[Items from a data source]
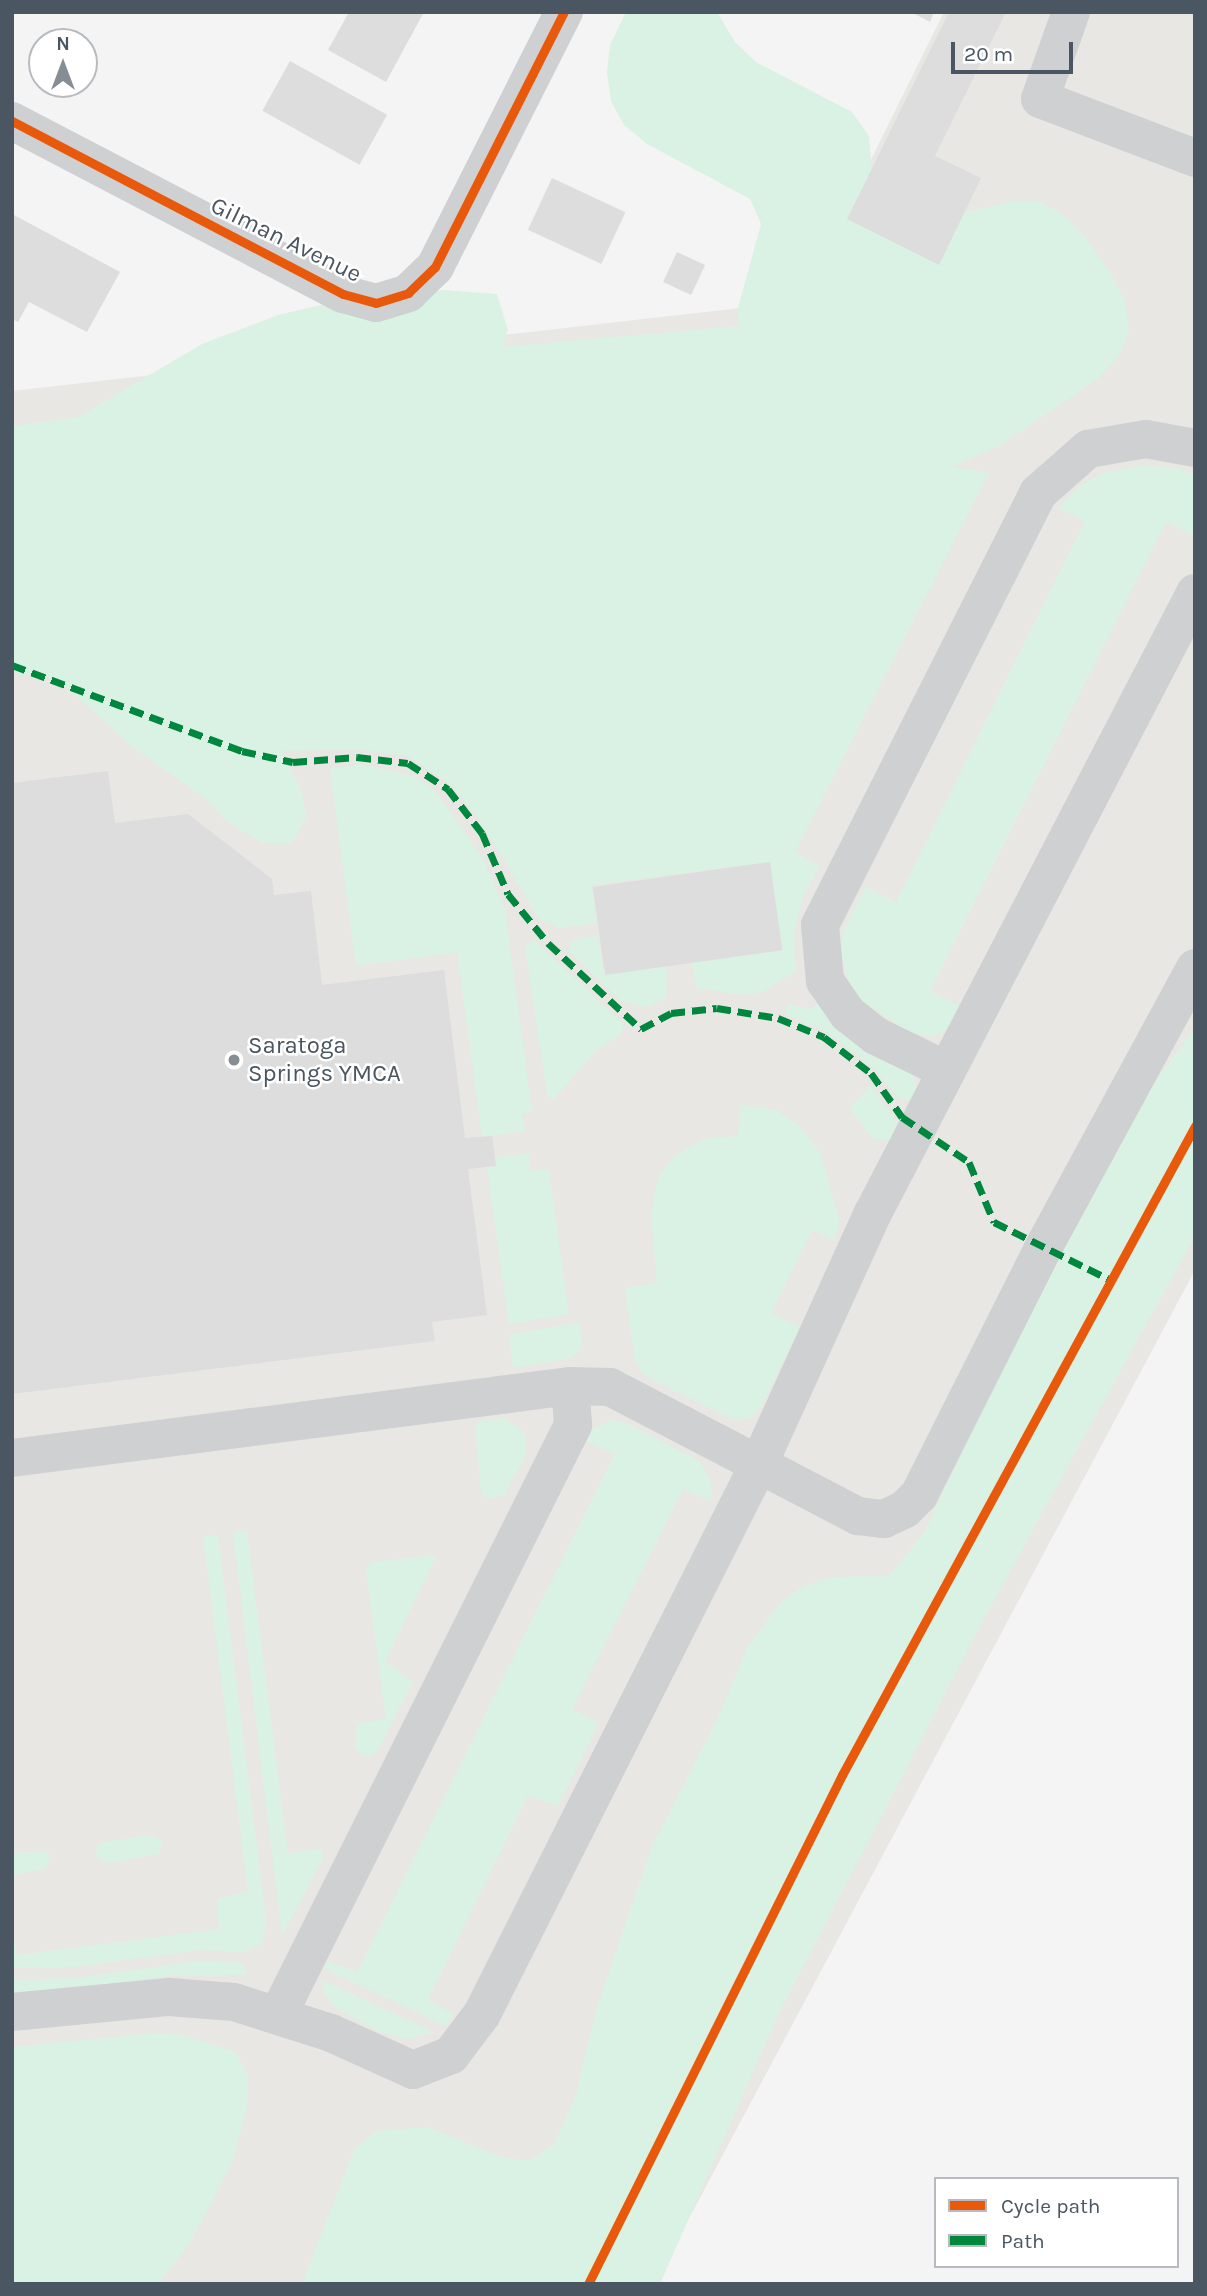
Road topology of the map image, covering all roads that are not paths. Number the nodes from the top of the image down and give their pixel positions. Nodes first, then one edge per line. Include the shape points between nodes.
1 (564, 12) edge
2 (1070, 12) edge
3 (12, 121) edge
4 (1195, 158) edge
5 (1195, 448) edge
6 (1195, 593) edge
7 (1195, 968) edge
8 (946, 1070) junction
9 (570, 1386) junction
10 (12, 1458) edge
11 (758, 1466) junction
12 (12, 2012) edge
13 (278, 2015) junction

1 - 3 street, Gilman Avenue via 435,267 408,293 376,303 343,294
2 - 4 street via 1040,99
5 - 8 street via 1146,439 1088,449 1038,493 820,925 825,981 848,1014 876,1035
6 - 8 street
7 - 11 street via 1042,1250 919,1495 905,1509 884,1519 858,1516
8 - 11 street via 873,1213
9 - 10 street
9 - 11 street via 610,1387
9 - 13 street via 573,1425
11 - 13 street via 482,2014 451,2055 413,2070
12 - 13 street via 169,1997 234,2002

The task:
Output the entries above verbatim, leaving out images.

Result for this exercise:
Road topology of the map image, covering all roads that are not paths. Number the nodes from the top of the image down and give their pixel positions. Nodes first, then one edge per line. Include the shape points between nodes.
1 (564, 12) edge
2 (1070, 12) edge
3 (12, 121) edge
4 (1195, 158) edge
5 (1195, 448) edge
6 (1195, 593) edge
7 (1195, 968) edge
8 (946, 1070) junction
9 (570, 1386) junction
10 (12, 1458) edge
11 (758, 1466) junction
12 (12, 2012) edge
13 (278, 2015) junction

1 - 3 street, Gilman Avenue via 435,267 408,293 376,303 343,294
2 - 4 street via 1040,99
5 - 8 street via 1146,439 1088,449 1038,493 820,925 825,981 848,1014 876,1035
6 - 8 street
7 - 11 street via 1042,1250 919,1495 905,1509 884,1519 858,1516
8 - 11 street via 873,1213
9 - 10 street
9 - 11 street via 610,1387
9 - 13 street via 573,1425
11 - 13 street via 482,2014 451,2055 413,2070
12 - 13 street via 169,1997 234,2002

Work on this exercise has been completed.